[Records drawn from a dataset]
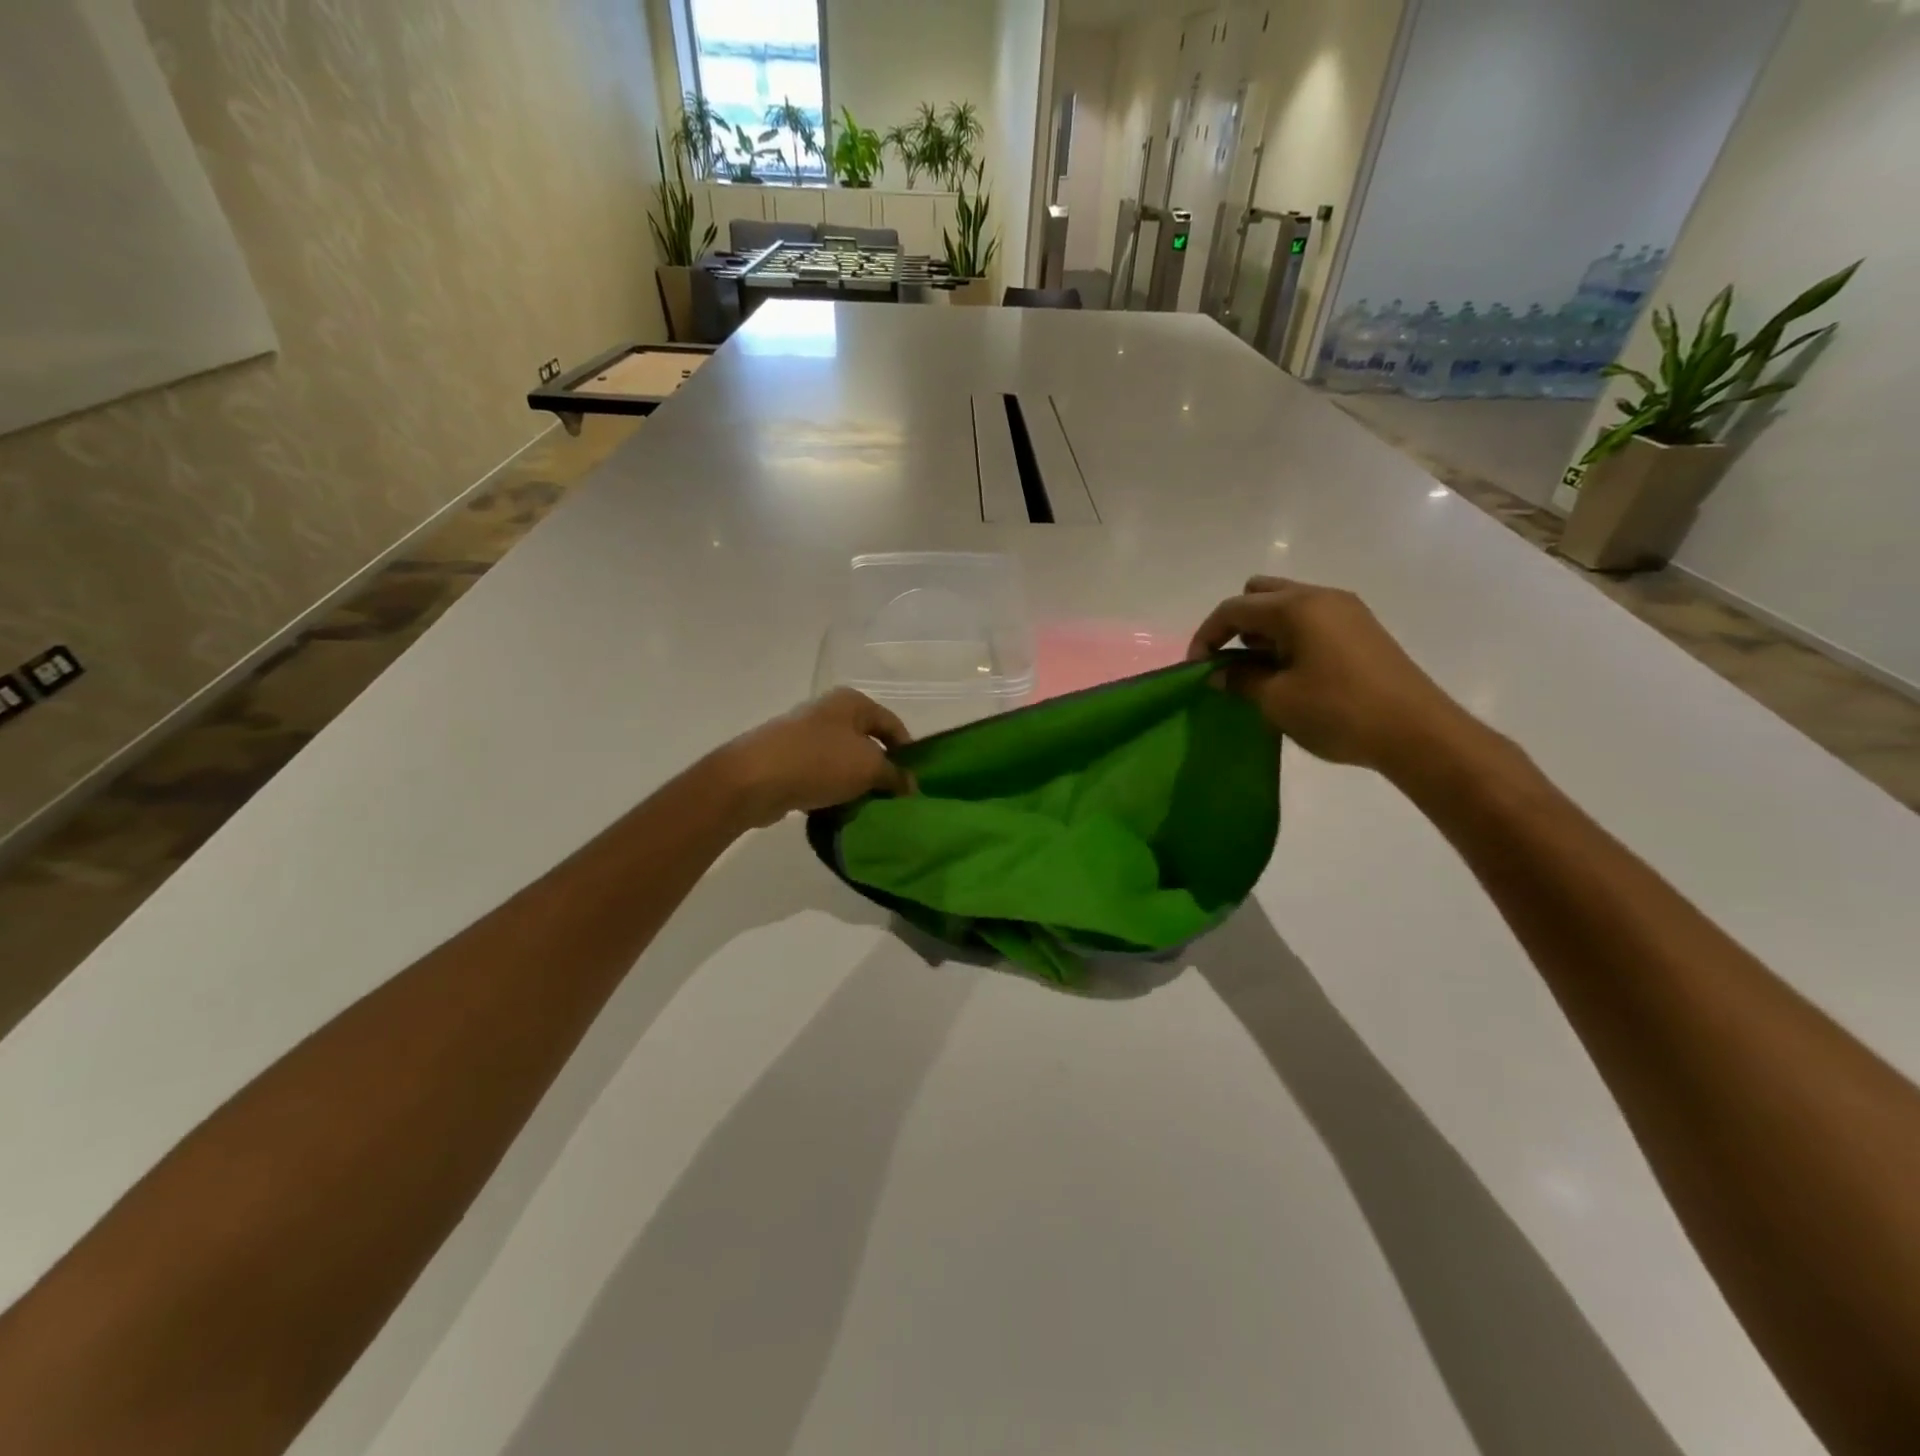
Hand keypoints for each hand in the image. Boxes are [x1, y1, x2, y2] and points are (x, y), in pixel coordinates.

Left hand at [709, 688, 913, 828]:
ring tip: (866, 809)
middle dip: (880, 771)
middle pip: (866, 743)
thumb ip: (895, 775)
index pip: (892, 724)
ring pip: (842, 762)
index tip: (914, 783)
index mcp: (852, 702)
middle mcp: (828, 712)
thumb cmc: (820, 762)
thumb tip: (909, 785)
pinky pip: (819, 776)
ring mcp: (804, 735)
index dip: (908, 752)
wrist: (754, 779)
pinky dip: (830, 792)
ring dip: (855, 785)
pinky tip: (836, 812)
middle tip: (892, 799)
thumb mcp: (870, 768)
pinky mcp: (786, 760)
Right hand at [1188, 576, 1477, 773]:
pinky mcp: (1362, 629)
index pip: (1234, 609)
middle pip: (1261, 594)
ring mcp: (1346, 611)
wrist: (1416, 732)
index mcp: (1295, 607)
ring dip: (1264, 631)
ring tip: (1259, 672)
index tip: (1195, 669)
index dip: (1207, 636)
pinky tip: (1291, 673)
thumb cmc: (1337, 711)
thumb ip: (1240, 679)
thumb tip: (1218, 673)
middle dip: (1237, 624)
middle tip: (1231, 662)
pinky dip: (1290, 637)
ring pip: (1288, 605)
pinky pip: (1311, 619)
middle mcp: (1320, 597)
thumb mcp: (1276, 700)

**GOAL OF THE EXERCISE:** All lines from the one that holds "ring dip: (855, 785)" through the end of the records are to be returned exactly, including both boundary lines, and no others.

**COMPLETED EXERCISE:**
ring dip: (855, 785)
pinky tip: (836, 812)
middle tip: (892, 799)
thumb mcp: (870, 768)
pinky mcp: (786, 760)
Right hand at [1188, 576, 1477, 773]:
pinky mcp: (1362, 629)
index pip: (1234, 609)
middle pip: (1261, 594)
ring mcp: (1346, 611)
wrist: (1416, 732)
index mcp: (1295, 607)
ring dip: (1264, 631)
ring tip: (1259, 672)
index tip: (1195, 669)
index dip: (1207, 636)
pinky tip: (1291, 673)
thumb cmc: (1337, 711)
thumb ip: (1240, 679)
thumb tip: (1218, 673)
middle dip: (1237, 624)
middle tip: (1231, 662)
pinky dip: (1290, 637)
ring pip: (1288, 605)
pinky pip: (1311, 619)
middle mcp: (1320, 597)
thumb mcp: (1276, 700)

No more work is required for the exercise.